Stored data entries

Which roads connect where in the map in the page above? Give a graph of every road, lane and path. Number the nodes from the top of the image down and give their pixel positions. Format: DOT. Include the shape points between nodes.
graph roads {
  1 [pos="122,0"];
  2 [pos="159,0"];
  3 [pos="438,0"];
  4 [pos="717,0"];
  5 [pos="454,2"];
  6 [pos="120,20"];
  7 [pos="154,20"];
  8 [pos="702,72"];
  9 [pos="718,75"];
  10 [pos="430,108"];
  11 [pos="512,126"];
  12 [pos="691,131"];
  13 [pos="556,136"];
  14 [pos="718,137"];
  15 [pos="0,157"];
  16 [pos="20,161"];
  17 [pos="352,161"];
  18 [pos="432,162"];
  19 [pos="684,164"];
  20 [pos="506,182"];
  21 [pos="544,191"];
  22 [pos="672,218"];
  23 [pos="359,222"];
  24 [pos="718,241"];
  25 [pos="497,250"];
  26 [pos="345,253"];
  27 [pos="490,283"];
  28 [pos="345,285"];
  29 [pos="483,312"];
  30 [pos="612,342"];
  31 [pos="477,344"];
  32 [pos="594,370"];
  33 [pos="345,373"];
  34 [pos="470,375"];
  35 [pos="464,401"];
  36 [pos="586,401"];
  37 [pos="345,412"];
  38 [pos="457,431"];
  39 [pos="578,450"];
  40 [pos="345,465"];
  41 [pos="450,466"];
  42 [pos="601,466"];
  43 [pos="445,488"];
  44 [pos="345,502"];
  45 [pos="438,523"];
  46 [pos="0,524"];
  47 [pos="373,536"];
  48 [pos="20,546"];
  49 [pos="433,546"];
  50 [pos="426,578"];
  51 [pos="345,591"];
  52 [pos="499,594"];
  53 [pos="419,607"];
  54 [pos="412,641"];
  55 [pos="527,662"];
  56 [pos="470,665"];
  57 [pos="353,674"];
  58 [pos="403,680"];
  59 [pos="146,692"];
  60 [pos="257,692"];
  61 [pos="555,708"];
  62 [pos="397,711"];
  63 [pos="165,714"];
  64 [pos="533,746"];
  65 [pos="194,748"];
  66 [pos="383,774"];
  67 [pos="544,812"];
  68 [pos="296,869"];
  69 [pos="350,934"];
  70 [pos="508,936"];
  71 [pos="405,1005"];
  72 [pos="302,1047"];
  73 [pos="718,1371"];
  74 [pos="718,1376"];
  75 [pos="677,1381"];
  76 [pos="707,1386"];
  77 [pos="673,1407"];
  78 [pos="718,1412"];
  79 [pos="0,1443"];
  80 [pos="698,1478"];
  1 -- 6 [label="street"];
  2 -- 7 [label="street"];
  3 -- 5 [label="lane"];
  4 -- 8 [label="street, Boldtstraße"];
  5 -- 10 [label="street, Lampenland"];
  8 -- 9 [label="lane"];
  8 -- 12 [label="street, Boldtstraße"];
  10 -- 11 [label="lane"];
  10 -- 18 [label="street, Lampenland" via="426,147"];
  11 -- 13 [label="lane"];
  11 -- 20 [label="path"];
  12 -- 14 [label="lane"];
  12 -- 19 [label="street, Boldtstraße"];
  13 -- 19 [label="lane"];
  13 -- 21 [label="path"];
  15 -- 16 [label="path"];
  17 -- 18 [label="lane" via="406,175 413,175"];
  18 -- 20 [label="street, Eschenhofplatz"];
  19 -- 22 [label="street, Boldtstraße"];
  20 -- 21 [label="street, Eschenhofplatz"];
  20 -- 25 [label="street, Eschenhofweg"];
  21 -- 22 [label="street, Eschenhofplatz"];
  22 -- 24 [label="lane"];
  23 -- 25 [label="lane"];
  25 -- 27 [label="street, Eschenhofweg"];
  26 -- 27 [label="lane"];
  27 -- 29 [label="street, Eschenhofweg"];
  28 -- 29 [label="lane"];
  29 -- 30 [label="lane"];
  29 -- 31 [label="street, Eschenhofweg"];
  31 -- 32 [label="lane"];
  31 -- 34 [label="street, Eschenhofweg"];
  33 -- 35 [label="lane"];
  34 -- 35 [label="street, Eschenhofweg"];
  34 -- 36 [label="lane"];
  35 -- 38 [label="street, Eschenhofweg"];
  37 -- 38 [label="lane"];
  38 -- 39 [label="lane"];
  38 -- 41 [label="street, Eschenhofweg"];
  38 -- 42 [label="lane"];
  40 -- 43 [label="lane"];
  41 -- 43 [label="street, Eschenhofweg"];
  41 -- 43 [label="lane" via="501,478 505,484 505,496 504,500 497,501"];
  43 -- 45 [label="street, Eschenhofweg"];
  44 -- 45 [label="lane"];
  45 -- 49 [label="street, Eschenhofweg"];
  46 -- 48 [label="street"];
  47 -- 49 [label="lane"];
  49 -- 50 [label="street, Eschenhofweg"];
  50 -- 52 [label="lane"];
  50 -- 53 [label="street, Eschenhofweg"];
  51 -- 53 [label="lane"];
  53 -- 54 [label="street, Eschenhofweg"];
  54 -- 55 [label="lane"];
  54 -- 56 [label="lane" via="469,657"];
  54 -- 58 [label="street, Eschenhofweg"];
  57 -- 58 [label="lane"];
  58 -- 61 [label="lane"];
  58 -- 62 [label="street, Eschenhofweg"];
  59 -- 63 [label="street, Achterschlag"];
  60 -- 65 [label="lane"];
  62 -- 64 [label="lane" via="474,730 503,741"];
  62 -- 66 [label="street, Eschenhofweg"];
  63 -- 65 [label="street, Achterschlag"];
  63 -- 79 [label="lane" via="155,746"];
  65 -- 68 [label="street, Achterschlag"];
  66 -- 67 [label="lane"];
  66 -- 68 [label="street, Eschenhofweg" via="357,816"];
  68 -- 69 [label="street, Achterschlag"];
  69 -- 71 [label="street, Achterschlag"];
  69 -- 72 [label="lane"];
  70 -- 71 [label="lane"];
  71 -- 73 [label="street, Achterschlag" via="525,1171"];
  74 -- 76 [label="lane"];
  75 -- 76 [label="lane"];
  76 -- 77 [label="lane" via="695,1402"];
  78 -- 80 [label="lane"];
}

To do: Line by line, restate the data exactly.

The completed task:
Which roads connect where in the map in the page above? Give a graph of every road, lane and path. Number the nodes from the top of the image down and give their pixel positions. Format: DOT. Include the shape points between nodes.
graph roads {
  1 [pos="122,0"];
  2 [pos="159,0"];
  3 [pos="438,0"];
  4 [pos="717,0"];
  5 [pos="454,2"];
  6 [pos="120,20"];
  7 [pos="154,20"];
  8 [pos="702,72"];
  9 [pos="718,75"];
  10 [pos="430,108"];
  11 [pos="512,126"];
  12 [pos="691,131"];
  13 [pos="556,136"];
  14 [pos="718,137"];
  15 [pos="0,157"];
  16 [pos="20,161"];
  17 [pos="352,161"];
  18 [pos="432,162"];
  19 [pos="684,164"];
  20 [pos="506,182"];
  21 [pos="544,191"];
  22 [pos="672,218"];
  23 [pos="359,222"];
  24 [pos="718,241"];
  25 [pos="497,250"];
  26 [pos="345,253"];
  27 [pos="490,283"];
  28 [pos="345,285"];
  29 [pos="483,312"];
  30 [pos="612,342"];
  31 [pos="477,344"];
  32 [pos="594,370"];
  33 [pos="345,373"];
  34 [pos="470,375"];
  35 [pos="464,401"];
  36 [pos="586,401"];
  37 [pos="345,412"];
  38 [pos="457,431"];
  39 [pos="578,450"];
  40 [pos="345,465"];
  41 [pos="450,466"];
  42 [pos="601,466"];
  43 [pos="445,488"];
  44 [pos="345,502"];
  45 [pos="438,523"];
  46 [pos="0,524"];
  47 [pos="373,536"];
  48 [pos="20,546"];
  49 [pos="433,546"];
  50 [pos="426,578"];
  51 [pos="345,591"];
  52 [pos="499,594"];
  53 [pos="419,607"];
  54 [pos="412,641"];
  55 [pos="527,662"];
  56 [pos="470,665"];
  57 [pos="353,674"];
  58 [pos="403,680"];
  59 [pos="146,692"];
  60 [pos="257,692"];
  61 [pos="555,708"];
  62 [pos="397,711"];
  63 [pos="165,714"];
  64 [pos="533,746"];
  65 [pos="194,748"];
  66 [pos="383,774"];
  67 [pos="544,812"];
  68 [pos="296,869"];
  69 [pos="350,934"];
  70 [pos="508,936"];
  71 [pos="405,1005"];
  72 [pos="302,1047"];
  73 [pos="718,1371"];
  74 [pos="718,1376"];
  75 [pos="677,1381"];
  76 [pos="707,1386"];
  77 [pos="673,1407"];
  78 [pos="718,1412"];
  79 [pos="0,1443"];
  80 [pos="698,1478"];
  1 -- 6 [label="street"];
  2 -- 7 [label="street"];
  3 -- 5 [label="lane"];
  4 -- 8 [label="street, Boldtstraße"];
  5 -- 10 [label="street, Lampenland"];
  8 -- 9 [label="lane"];
  8 -- 12 [label="street, Boldtstraße"];
  10 -- 11 [label="lane"];
  10 -- 18 [label="street, Lampenland" via="426,147"];
  11 -- 13 [label="lane"];
  11 -- 20 [label="path"];
  12 -- 14 [label="lane"];
  12 -- 19 [label="street, Boldtstraße"];
  13 -- 19 [label="lane"];
  13 -- 21 [label="path"];
  15 -- 16 [label="path"];
  17 -- 18 [label="lane" via="406,175 413,175"];
  18 -- 20 [label="street, Eschenhofplatz"];
  19 -- 22 [label="street, Boldtstraße"];
  20 -- 21 [label="street, Eschenhofplatz"];
  20 -- 25 [label="street, Eschenhofweg"];
  21 -- 22 [label="street, Eschenhofplatz"];
  22 -- 24 [label="lane"];
  23 -- 25 [label="lane"];
  25 -- 27 [label="street, Eschenhofweg"];
  26 -- 27 [label="lane"];
  27 -- 29 [label="street, Eschenhofweg"];
  28 -- 29 [label="lane"];
  29 -- 30 [label="lane"];
  29 -- 31 [label="street, Eschenhofweg"];
  31 -- 32 [label="lane"];
  31 -- 34 [label="street, Eschenhofweg"];
  33 -- 35 [label="lane"];
  34 -- 35 [label="street, Eschenhofweg"];
  34 -- 36 [label="lane"];
  35 -- 38 [label="street, Eschenhofweg"];
  37 -- 38 [label="lane"];
  38 -- 39 [label="lane"];
  38 -- 41 [label="street, Eschenhofweg"];
  38 -- 42 [label="lane"];
  40 -- 43 [label="lane"];
  41 -- 43 [label="street, Eschenhofweg"];
  41 -- 43 [label="lane" via="501,478 505,484 505,496 504,500 497,501"];
  43 -- 45 [label="street, Eschenhofweg"];
  44 -- 45 [label="lane"];
  45 -- 49 [label="street, Eschenhofweg"];
  46 -- 48 [label="street"];
  47 -- 49 [label="lane"];
  49 -- 50 [label="street, Eschenhofweg"];
  50 -- 52 [label="lane"];
  50 -- 53 [label="street, Eschenhofweg"];
  51 -- 53 [label="lane"];
  53 -- 54 [label="street, Eschenhofweg"];
  54 -- 55 [label="lane"];
  54 -- 56 [label="lane" via="469,657"];
  54 -- 58 [label="street, Eschenhofweg"];
  57 -- 58 [label="lane"];
  58 -- 61 [label="lane"];
  58 -- 62 [label="street, Eschenhofweg"];
  59 -- 63 [label="street, Achterschlag"];
  60 -- 65 [label="lane"];
  62 -- 64 [label="lane" via="474,730 503,741"];
  62 -- 66 [label="street, Eschenhofweg"];
  63 -- 65 [label="street, Achterschlag"];
  63 -- 79 [label="lane" via="155,746"];
  65 -- 68 [label="street, Achterschlag"];
  66 -- 67 [label="lane"];
  66 -- 68 [label="street, Eschenhofweg" via="357,816"];
  68 -- 69 [label="street, Achterschlag"];
  69 -- 71 [label="street, Achterschlag"];
  69 -- 72 [label="lane"];
  70 -- 71 [label="lane"];
  71 -- 73 [label="street, Achterschlag" via="525,1171"];
  74 -- 76 [label="lane"];
  75 -- 76 [label="lane"];
  76 -- 77 [label="lane" via="695,1402"];
  78 -- 80 [label="lane"];
}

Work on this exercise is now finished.